A step-by-step guide for healthcare practitioners

  1. Before you start writing your statement, ensure you have access to the patient’s full medical records and take time to review them carefully. Drafting a chronology (which you can attach to your witness statement) may be helpful. Do not agree to provide a statement without access to the patient’s records, regardless of any time pressure.
  2. Type your statement neatly on your hospital or practice letterhead. Use numbered paragraphs. Carefully check your spelling, grammar and punctuation prior to signing. These are simple things which go towards giving the Coroner and other parties an impression of professionalism and care.
  3. Write your statement in the first person (“I….”). Start off your statement by setting out your full name and workplace address, your qualifications, background, experience and professional position. If you were in a different position at the time of your involvement with the patient, make that clear.
  4. State why you are making your statement and what you have considered before doing so (e.g. “I am making this statement at the request of HM Coroner who is investigating the death of Mr A. Prior to making this statement, I have reviewed Mr A’s full medical records held by [NHS Trust/private hospital/GP practice] and [e.g. the PSIRF report dated xxxx”]).
  5. Explain how you came to be involved with the patient. Were they an NHS or private patient? Specify who referred the patient to you or asked you to undertake a specific task, why they did so and the relevant date.
  6. Proceed to set out a detailed, chronological, and scrupulously honest account of your involvement in the patient’s care. Start from the beginning and work right through to the patient’s date of death. In some cases, it may be sufficient to briefly summarise a protracted medical history which pre[1]dates your involvement, for example “Mr B had a long history of paranoid schizophrenia, having been diagnosed in 2005. The records indicate that, between 2005 and 2020, Mr B was treated with Clozapine, an anti-psychotic medication. His condition was stable throughout this period. I first saw Mr B on 10 January 2020, following the retirement of his previous treating consultant, Dr C”.
  7. At each stage of your involvement, explain your findings, diagnosis, treatment options, the risks and benefits discussed with the patient and the agreed plan.
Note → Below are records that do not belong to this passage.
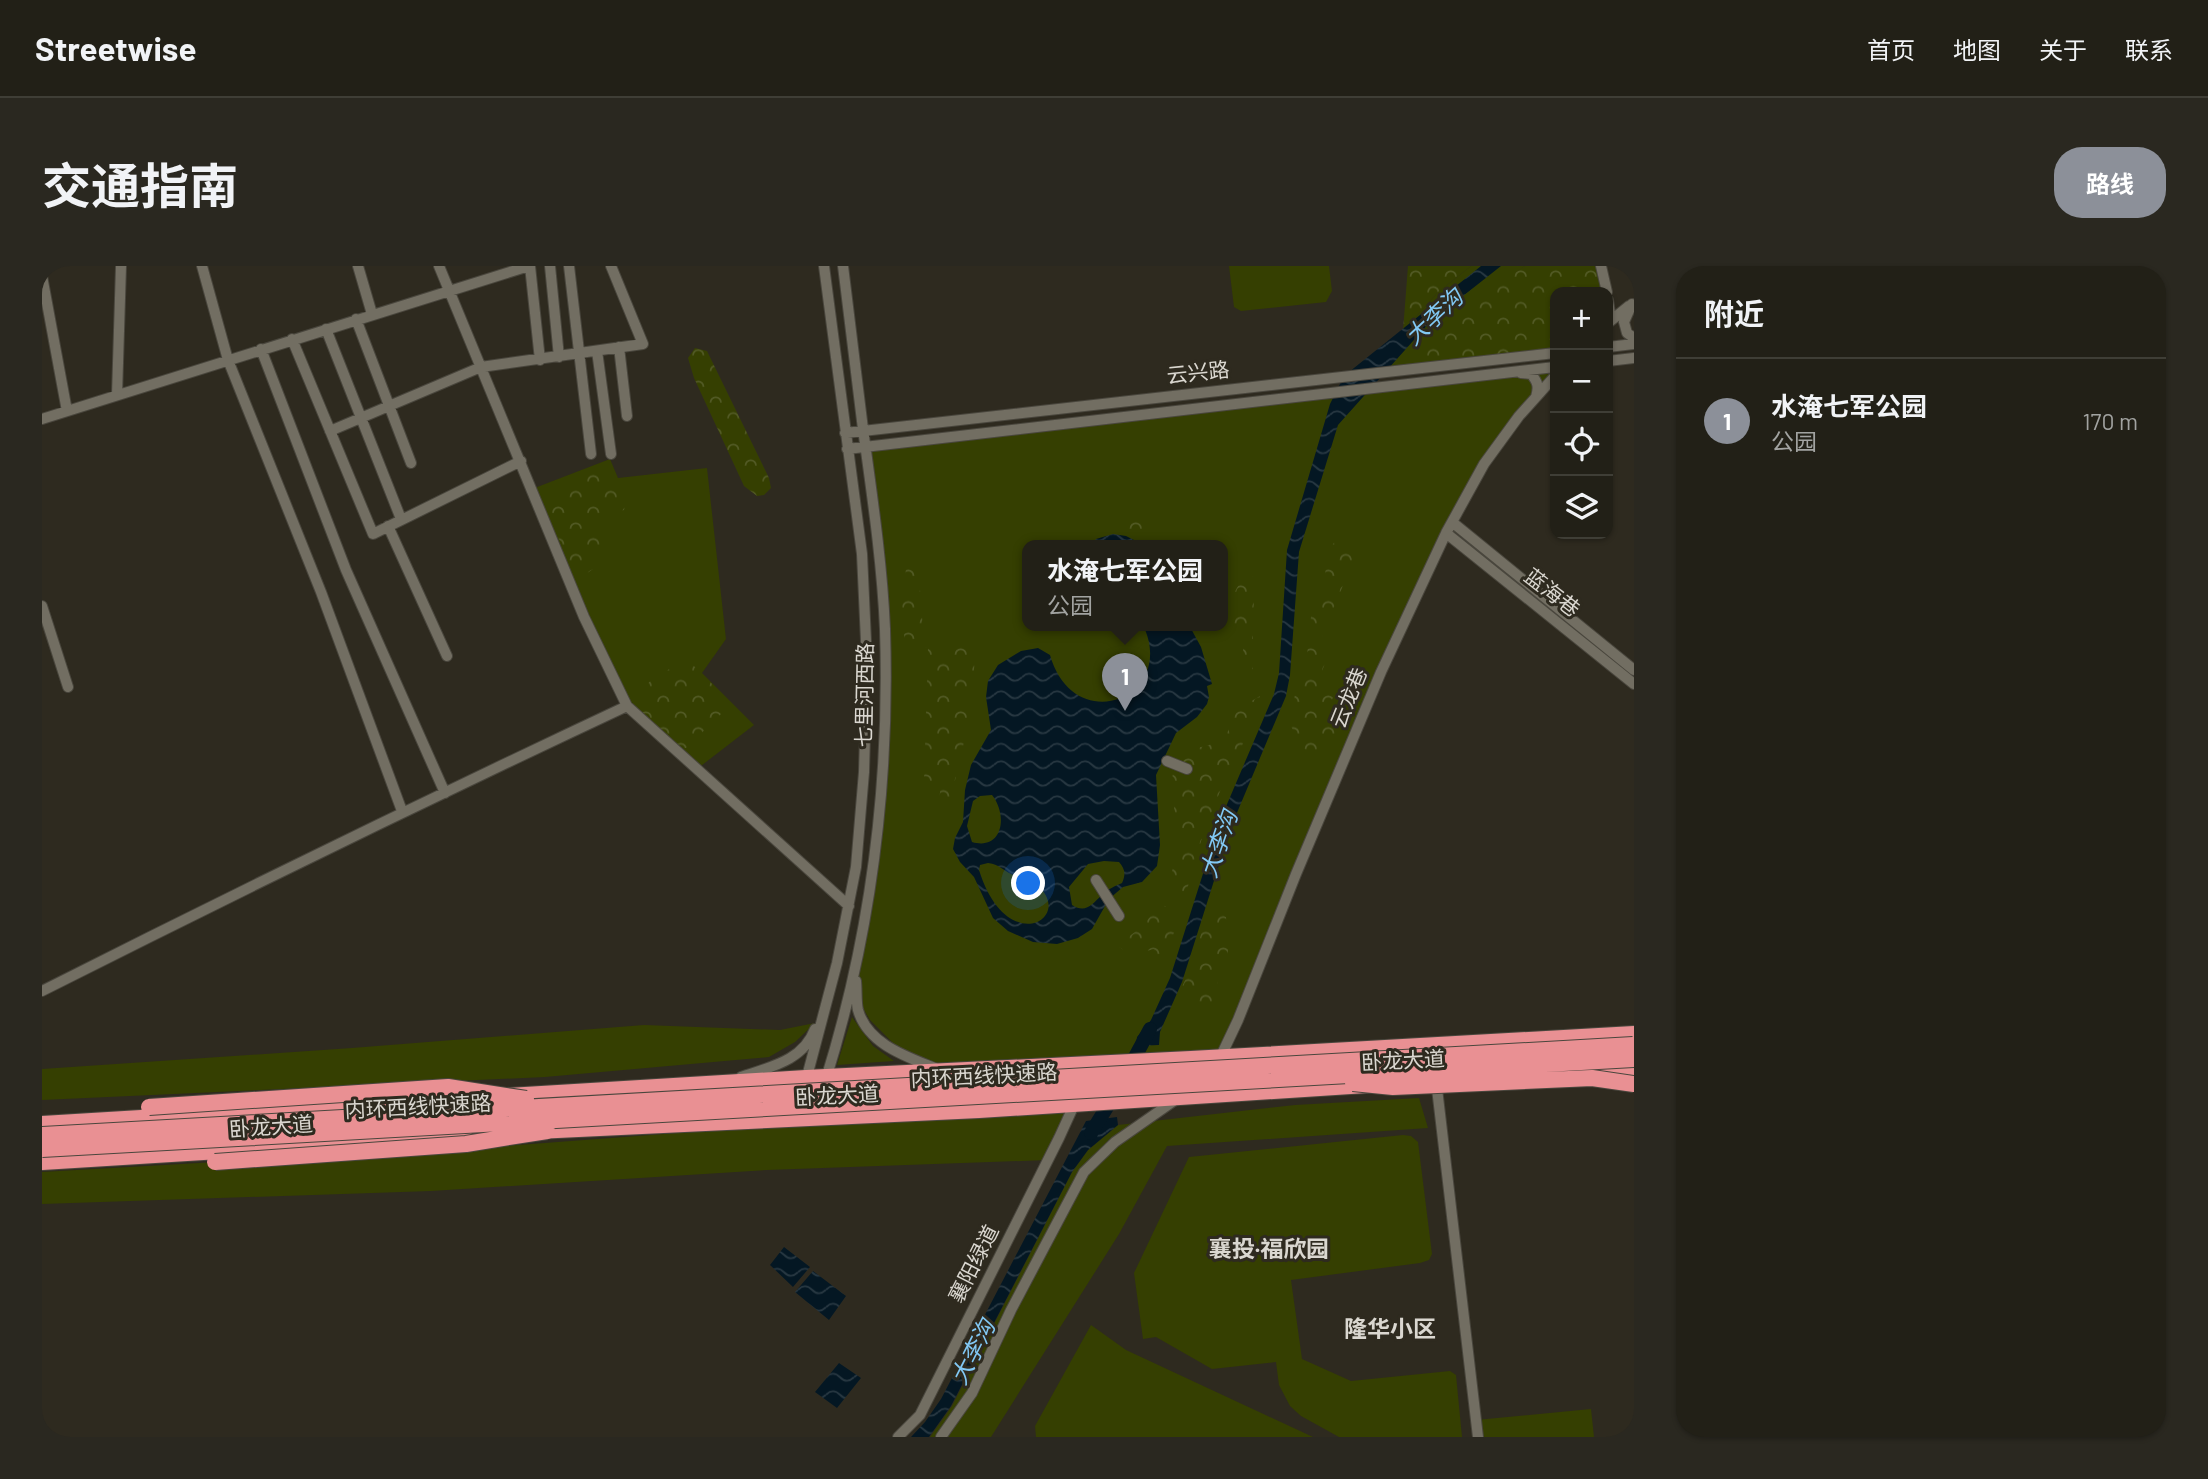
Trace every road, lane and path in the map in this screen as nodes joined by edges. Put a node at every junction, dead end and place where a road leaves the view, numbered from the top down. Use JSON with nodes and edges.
{"nodes":[{"id":1,"x":121,"y":266,"type":"edge"},
{"id":2,"x":202,"y":266,"type":"edge"},
{"id":3,"x":358,"y":266,"type":"edge"},
{"id":4,"x":439,"y":266,"type":"edge"},
{"id":5,"x":529,"y":266,"type":"edge"},
{"id":6,"x":550,"y":266,"type":"edge"},
{"id":7,"x":569,"y":266,"type":"edge"},
{"id":8,"x":611,"y":266,"type":"edge"},
{"id":9,"x":824,"y":266,"type":"edge"},
{"id":10,"x":843,"y":266,"type":"edge"},
{"id":11,"x":1601,"y":266,"type":"edge"},
{"id":12,"x":42,"y":276,"type":"edge"},
{"id":13,"x":1605,"y":287,"type":"edge"},
{"id":14,"x":449,"y":290,"type":"junction"},
{"id":15,"x":1633,"y":303,"type":"edge"},
{"id":16,"x":372,"y":314,"type":"junction"},
{"id":17,"x":356,"y":319,"type":"junction"},
{"id":18,"x":1613,"y":319,"type":"edge"},
{"id":19,"x":326,"y":328,"type":"junction"},
{"id":20,"x":1634,"y":338,"type":"edge"},
{"id":21,"x":292,"y":339,"type":"junction"},
{"id":22,"x":1634,"y":344,"type":"edge"},
{"id":23,"x":1613,"y":346,"type":"edge"},
{"id":24,"x":619,"y":347,"type":"junction"},
{"id":25,"x":261,"y":349,"type":"junction"},
{"id":26,"x":597,"y":351,"type":"junction"},
{"id":27,"x":578,"y":354,"type":"junction"},
{"id":28,"x":1550,"y":354,"type":"edge"},
{"id":29,"x":559,"y":357,"type":"junction"},
{"id":30,"x":1634,"y":358,"type":"edge"},
{"id":31,"x":228,"y":360,"type":"junction"},
{"id":32,"x":540,"y":360,"type":"junction"},
{"id":33,"x":1613,"y":360,"type":"edge"},
{"id":34,"x":481,"y":367,"type":"junction"},
{"id":35,"x":1550,"y":368,"type":"edge"},
{"id":36,"x":1514,"y":372,"type":"junction"},
{"id":37,"x":1550,"y":382,"type":"edge"},
{"id":38,"x":117,"y":395,"type":"junction"},
{"id":39,"x":1535,"y":399,"type":"junction"},
{"id":40,"x":389,"y":406,"type":"junction"},
{"id":41,"x":66,"y":411,"type":"junction"},
{"id":42,"x":627,"y":416,"type":"dead end"},
{"id":43,"x":361,"y":418,"type":"junction"},
{"id":44,"x":42,"y":419,"type":"edge"},
{"id":45,"x":330,"y":431,"type":"junction"},
{"id":46,"x":863,"y":431,"type":"junction"},
{"id":47,"x":845,"y":433,"type":"junction"},
{"id":48,"x":866,"y":447,"type":"junction"},
{"id":49,"x":847,"y":449,"type":"junction"},
{"id":50,"x":591,"y":454,"type":"dead end"},
{"id":51,"x":611,"y":454,"type":"dead end"},
{"id":52,"x":521,"y":461,"type":"junction"},
{"id":53,"x":411,"y":463,"type":"dead end"},
{"id":54,"x":401,"y":519,"type":"junction"},
{"id":55,"x":1452,"y":522,"type":"junction"},
{"id":56,"x":387,"y":526,"type":"junction"},
{"id":57,"x":1446,"y":533,"type":"junction"},
{"id":58,"x":42,"y":606,"type":"edge"},
{"id":59,"x":447,"y":656,"type":"dead end"},
{"id":60,"x":1634,"y":670,"type":"edge"},
{"id":61,"x":1634,"y":684,"type":"edge"},
{"id":62,"x":68,"y":687,"type":"dead end"},
{"id":63,"x":627,"y":706,"type":"junction"},
{"id":64,"x":1167,"y":761,"type":"dead end"},
{"id":65,"x":1187,"y":769,"type":"dead end"},
{"id":66,"x":445,"y":793,"type":"junction"},
{"id":67,"x":402,"y":811,"type":"junction"},
{"id":68,"x":1096,"y":880,"type":"dead end"},
{"id":69,"x":849,"y":906,"type":"junction"},
{"id":70,"x":1119,"y":916,"type":"dead end"},
{"id":71,"x":855,"y":968,"type":"junction"},
{"id":72,"x":42,"y":991,"type":"edge"},
{"id":73,"x":829,"y":994,"type":"junction"},
{"id":74,"x":1634,"y":1036,"type":"edge"},
{"id":75,"x":1634,"y":1045,"type":"edge"},
{"id":76,"x":1220,"y":1058,"type":"junction"},
{"id":77,"x":1634,"y":1059,"type":"edge"},
{"id":78,"x":1634,"y":1069,"type":"edge"},
{"id":79,"x":943,"y":1072,"type":"junction"},
{"id":80,"x":1302,"y":1072,"type":"junction"},
{"id":81,"x":826,"y":1077,"type":"junction"},
{"id":82,"x":1634,"y":1077,"type":"edge"},
{"id":83,"x":806,"y":1078,"type":"junction"},
{"id":84,"x":1592,"y":1078,"type":"junction"},
{"id":85,"x":1436,"y":1080,"type":"junction"},
{"id":86,"x":721,"y":1084,"type":"junction"},
{"id":87,"x":1634,"y":1084,"type":"edge"},
{"id":88,"x":1180,"y":1096,"type":"junction"},
{"id":89,"x":1081,"y":1102,"type":"junction"},
{"id":90,"x":560,"y":1105,"type":"junction"},
{"id":91,"x":621,"y":1118,"type":"junction"},
{"id":92,"x":796,"y":1119,"type":"junction"},
{"id":93,"x":813,"y":1119,"type":"junction"},
{"id":94,"x":63,"y":1123,"type":"junction"},
{"id":95,"x":42,"y":1124,"type":"edge"},
{"id":96,"x":42,"y":1135,"type":"edge"},
{"id":97,"x":42,"y":1149,"type":"edge"},
{"id":98,"x":101,"y":1159,"type":"junction"},
{"id":99,"x":42,"y":1162,"type":"edge"},
{"id":100,"x":898,"y":1437,"type":"edge"},
{"id":101,"x":941,"y":1437,"type":"edge"},
{"id":102,"x":1478,"y":1437,"type":"edge"}],
"edges":[{"from":1,"to":38,"type":"street"},
{"from":2,"to":31,"type":"street"},
{"from":3,"to":16,"type":"street"},
{"from":4,"to":14,"type":"street"},
{"from":5,"to":14,"type":"street"},
{"from":5,"to":32,"type":"street"},
{"from":6,"to":29,"type":"street"},
{"from":7,"to":27,"type":"street"},
{"from":8,"to":24,"type":"street"},
{"from":9,"to":47,"type":"street","name":"七里河西路"},
{"from":10,"to":46,"type":"street","name":"七里河西路"},
{"from":11,"to":13,"type":"street"},
{"from":12,"to":41,"type":"street"},
{"from":14,"to":16,"type":"street"},
{"from":14,"to":34,"type":"street"},
{"from":15,"to":18,"type":"street"},
{"from":15,"to":20,"type":"street"},
{"from":16,"to":17,"type":"street"},
{"from":17,"to":19,"type":"street"},
{"from":17,"to":40,"type":"street"},
{"from":19,"to":21,"type":"street"},
{"from":19,"to":43,"type":"street"},
{"from":21,"to":25,"type":"street"},
{"from":21,"to":45,"type":"street"},
{"from":22,"to":23,"type":"street"},
{"from":24,"to":26,"type":"street"},
{"from":24,"to":42,"type":"street"},
{"from":25,"to":31,"type":"street"},
{"from":25,"to":66,"type":"street"},
{"from":26,"to":27,"type":"street"},
{"from":26,"to":51,"type":"street"},
{"from":27,"to":29,"type":"street"},
{"from":27,"to":50,"type":"street"},
{"from":28,"to":46,"type":"street","name":"云兴路"},
{"from":29,"to":32,"type":"street"},
{"from":30,"to":33,"type":"street"},
{"from":31,"to":38,"type":"street"},
{"from":31,"to":67,"type":"street"},
{"from":32,"to":34,"type":"street"},
{"from":34,"to":40,"type":"street"},
{"from":34,"to":52,"type":"street"},
{"from":35,"to":36,"type":"street","name":"云兴路"},
{"from":36,"to":39,"type":"street"},
{"from":36,"to":48,"type":"street","name":"云兴路"},
{"from":37,"to":39,"type":"street","name":"云龙巷"},
{"from":38,"to":41,"type":"street"},
{"from":39,"to":55,"type":"street","name":"云龙巷"},
{"from":40,"to":43,"type":"street"},
{"from":40,"to":53,"type":"street"},
{"from":41,"to":44,"type":"street"},
{"from":43,"to":45,"type":"street"},
{"from":43,"to":54,"type":"street"},
{"from":45,"to":56,"type":"street"},
{"from":46,"to":47,"type":"street","name":"云兴路"},
{"from":46,"to":48,"type":"street","name":"七里河西路"},
{"from":47,"to":49,"type":"street","name":"七里河西路"},
{"from":48,"to":49,"type":"street","name":"云兴路"},
{"from":48,"to":71,"type":"street","name":"七里河西路"},
{"from":49,"to":69,"type":"street","name":"七里河西路"},
{"from":52,"to":54,"type":"street"},
{"from":52,"to":63,"type":"street"},
{"from":54,"to":56,"type":"street"},
{"from":55,"to":57,"type":"street","name":"云龙巷"},
{"from":55,"to":60,"type":"street","name":"蓝海巷"},
{"from":56,"to":59,"type":"street"},
{"from":57,"to":61,"type":"street","name":"蓝海巷"},
{"from":57,"to":76,"type":"street","name":"云龙巷"},
{"from":58,"to":62,"type":"street"},
{"from":63,"to":66,"type":"street"},
{"from":63,"to":69,"type":"street"},
{"from":64,"to":65,"type":"street"},
{"from":66,"to":67,"type":"street"},
{"from":67,"to":72,"type":"street"},
{"from":68,"to":70,"type":"street"},
{"from":69,"to":73,"type":"street","name":"七里河西路"},
{"from":71,"to":79,"type":"street"},
{"from":71,"to":81,"type":"street","name":"七里河西路"},
{"from":73,"to":83,"type":"street","name":"七里河西路"},
{"from":73,"to":86,"type":"street"},
{"from":74,"to":76,"type":"highway","name":"卧龙大道"},
{"from":74,"to":80,"type":"highway","bridge":true},
{"from":75,"to":80,"type":"highway","name":"内环西线快速路","bridge":true},
{"from":76,"to":79,"type":"highway","name":"卧龙大道"},
{"from":77,"to":80,"type":"highway","name":"内环西线快速路","bridge":true},
{"from":78,"to":85,"type":"highway","name":"卧龙大道"},
{"from":79,"to":81,"type":"highway","name":"卧龙大道"},
{"from":80,"to":84,"type":"highway","bridge":true},
{"from":80,"to":90,"type":"highway","name":"内环西线快速路","bridge":true},
{"from":80,"to":91,"type":"highway","name":"内环西线快速路","bridge":true},
{"from":81,"to":83,"type":"highway","name":"卧龙大道"},
{"from":81,"to":93,"type":"street","name":"七里河西路"},
{"from":82,"to":84,"type":"highway","bridge":true},
{"from":83,"to":86,"type":"highway","name":"卧龙大道"},
{"from":83,"to":92,"type":"street","name":"七里河西路"},
{"from":84,"to":87,"type":"highway","bridge":true},
{"from":85,"to":88,"type":"highway","name":"卧龙大道"},
{"from":85,"to":102,"type":"street"},
{"from":86,"to":94,"type":"highway","name":"卧龙大道"},
{"from":88,"to":89,"type":"highway","name":"卧龙大道"},
{"from":88,"to":101,"type":"street"},
{"from":89,"to":93,"type":"highway","name":"卧龙大道"},
{"from":89,"to":100,"type":"street","name":"襄阳绿道"},
{"from":90,"to":94,"type":"highway","bridge":true},
{"from":90,"to":96,"type":"highway","name":"内环西线快速路","bridge":true},
{"from":91,"to":97,"type":"highway","name":"内环西线快速路","bridge":true},
{"from":91,"to":98,"type":"highway","bridge":true},
{"from":92,"to":93,"type":"highway","name":"卧龙大道"},
{"from":92,"to":98,"type":"highway","name":"卧龙大道"},
{"from":94,"to":95,"type":"highway","name":"卧龙大道"},
{"from":98,"to":99,"type":"highway","name":"卧龙大道"}]}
Give a complete picture by including details of the patient’s comments to you and decisions or wishes in response to your advice.
  8. Refer to key entries in the medical records as you tell the story (e.g. “As the records show, I saw Mr D at [name of ward/hospital] on [date/time]. My entry from this consultation notes….”).
  9. Make clear what you saw, did or heard yourself versus what you may have learned from third parties or the patient’s records.
  10. Stick to the facts. Avoid including speculation or comments on the actions of others. The Coroner will request statements from everyone relevant and others can speak to their own involvement. To assist the Coroner in identifying potentially relevant witnesses, name anyone else who was with you during your involvement with the patient and state their professional status.
  11. Appreciate that many people other than healthcare professionals are likely to read your statement (for example, the Coroner him/herself, the family of the deceased patient, insurers, and solicitors). Explain all medical terminology and acronyms in simple terms. For example, if referring to high dysphagia, you could explain “Dysphagia means difficulty swallowing. High dysphagia means experiencing this sensation in the throat through to the top of the breastbone rather than lower down in the gullet”. If referring to shortness of breath, write that term and not ‘SOB’.
  12. You may wish to include an expression of sympathy to the patient’s family in your statement. It is your statement, and this is a matter of personal choice. Expressing sympathy does not constitute an admission of liability in relation to any claim that may be brought on behalf of the deceased’s estate.
  13. If there is an obvious learning point from the patient’s death, it is a good idea to address this within the statement so that the Coroner is reassured that no ongoing risk exists. Explain what new process or learning has been introduced in response to the issue. In this kind of scenario, it’s particularly important to have input from your insurer and hospital/place of work before submitting your statement to the Coroner.
  14. Conclude your statement with a Statement of Truth. This should read “I believe that the facts stated in this statement are true to the best of my knowledge and belief” followed by your signature and the date.
  15. Make sure to retain a copy of your signed statement so that you can revisit it to refresh your memory should you ultimately be called to give evidence at any Inquest hearing.

Require assistance?

Being asked to prepare a statement following the death of a patient can feel very daunting. Please do not hesitate to speak to us should you require any assistance.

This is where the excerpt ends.